Les États-Unis ont leur propre modèle de justice. Intransigeante dans la protection de la vie privée, négociée avec le deal de justice, elle est pour l'instant la grande absente dans l’affaire des Panama Papers. Trois situations, trois explications.

Liberté de la presse, liberté d’entreprendre, vie privée et secret professionnel… Que deviennent ces droits aux États-Unis une fois dans le sillage de la justice ?

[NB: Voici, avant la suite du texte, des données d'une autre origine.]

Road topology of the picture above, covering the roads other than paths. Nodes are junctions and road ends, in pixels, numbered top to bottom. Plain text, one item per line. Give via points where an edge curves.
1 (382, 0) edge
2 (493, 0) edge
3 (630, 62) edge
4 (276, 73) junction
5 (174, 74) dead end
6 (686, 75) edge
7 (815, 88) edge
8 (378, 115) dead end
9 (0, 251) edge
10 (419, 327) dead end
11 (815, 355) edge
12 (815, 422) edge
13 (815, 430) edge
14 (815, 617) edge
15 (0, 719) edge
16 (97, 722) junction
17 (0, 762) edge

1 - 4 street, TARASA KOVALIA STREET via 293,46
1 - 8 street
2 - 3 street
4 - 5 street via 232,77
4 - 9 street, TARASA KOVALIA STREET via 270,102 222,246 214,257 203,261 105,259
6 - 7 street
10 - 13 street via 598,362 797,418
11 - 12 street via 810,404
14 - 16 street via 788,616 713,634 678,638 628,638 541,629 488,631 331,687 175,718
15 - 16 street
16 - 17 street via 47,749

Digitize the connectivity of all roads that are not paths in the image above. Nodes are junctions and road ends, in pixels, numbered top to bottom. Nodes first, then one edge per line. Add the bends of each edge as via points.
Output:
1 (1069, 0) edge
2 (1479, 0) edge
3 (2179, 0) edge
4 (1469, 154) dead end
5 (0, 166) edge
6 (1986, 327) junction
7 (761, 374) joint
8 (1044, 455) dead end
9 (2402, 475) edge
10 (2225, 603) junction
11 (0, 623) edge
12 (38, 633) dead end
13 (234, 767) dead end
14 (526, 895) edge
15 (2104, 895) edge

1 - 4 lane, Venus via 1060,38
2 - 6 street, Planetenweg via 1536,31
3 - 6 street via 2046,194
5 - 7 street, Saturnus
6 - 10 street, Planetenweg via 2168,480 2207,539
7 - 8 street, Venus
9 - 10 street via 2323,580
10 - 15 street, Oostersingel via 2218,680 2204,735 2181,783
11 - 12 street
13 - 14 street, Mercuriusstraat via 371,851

                                        

L’affaire Hulk Hogan

La justice américaine n’hésite plus à sanctionner lourdement la presse à scandale. Le magazine people Gawker a été condamné à payer 115 millions de dollars à Hulk Hogan pour avoir diffusé une vidéo de ses ébats sexuels. Une décision plutôt généreuse puisque le catcheur avait initialement réclamé quinze millions de moins. Gawker a invoqué la liberté de la presse mais l’argument selon lequel le célèbre catcher aurait renoncé à sa vie privée en parlant ouvertement de sa sexualité en public n’a pas été retenu. Quelques 55 millions de dollars lui ont été octroyés pour réparation financière et 60 millions pour compensation de sa détresse émotionnelle. S’ajouteront bientôt à cela les dommages-intérêts. Bien que considéré comme une personne publique, le sulfureux Hulk Hogan a fait jouer son droit à la vie privée. 

 

Le deal de justice

Tous les moyens sont bons pour faire respecter le droit. Afin de faire plier les multinationales, les États-Unis utilisent parfois les deals de justice. Cette procédure consiste à offrir à une entreprise soupçonnée d’irrégularités financières la possibilité de coopérer. Les poursuites sont abandonnées contre le paiement d’une amende. En cas de refus, l’accès au marché américain peut lui être interdit. Ni plus ni moins. Et ce, peu importe la nationalité de la société. La sévérité de la sanction outrepasse toute liberté d’entreprendre mais elle semble fonctionner. Non seulement le système paie mais en plus il rapporte. JP Morgan a par exemple accepté de verser 13,6 milliards pour la vente de subprimes toxiques et HSBC 1,9 milliard pour violation de sanctions économiques. En dépit des critiques dont il fait l’objet, le deal de justice est un moyen de faire face à des sociétés mondialisées parfois intouchables en utilisant leurs propres armes : la menace économique. Voilà qui pourrait augmenter le budget de la justice en France. Mais l’idée ne semble pas séduire l’Hexagone pour le moment. Dans un avis du 30 mars, le Conseil d’État vient de retoquer les dispositions de la loi Sapin II relative à la transaction pénale.

 

Panama Papers

Depuis les révélations du journal allemand Süddeutsche Zeitung, en France et partout dans le monde, des noms tombent. Jour après jour, la liste des hommes de pouvoir impliqués s’allonge. Des dirigeants politiques de l'Arabie saoudite, d'Argentine, d'Islande, d'Ukraine et des Émirats arabes unis ont été impliqués dans le scandale de fraude fiscale. Et toujours très peu d'éclaboussures du côté des États-Unis, hormis les comptes d'Hillary Clinton de Donald Trump dans le Delaware ces derniers jours. Plusieurs thèses ont été développées sur le sujet. La Russie prétend que la CIA a orchestré le scandale pour la déstabiliser. Plus pragmatiques, d’autres précisent que les Américains ont des paradis fiscaux anglophones de proximité comme l’État du Delaware ou les Îles Vierges britanniques. L’hypothèse d’une censure de la presse américaine est survolée alors que la période des élections présidentielles bat son plein. Et aucune sanction n’est évoquée. Afin de combler ce silence assourdissant, Barack Obama se fâche et menace de réformer le paradis fiscal du Delaware. S’en va-t-il en guerre contre l’optimisation fiscale ? La frontière entre optimisation, évasion et fraude fiscale est ténue. Les avocats fiscalistes n’hésitent pas à conseiller des montages et l’ouverture d’un compte offshore n’est pas un délit. En revanche, son absence de déclaration est une fraude. Et les États-Unis sont déjà dotés d’un panel de puissantes sanctions en la matière.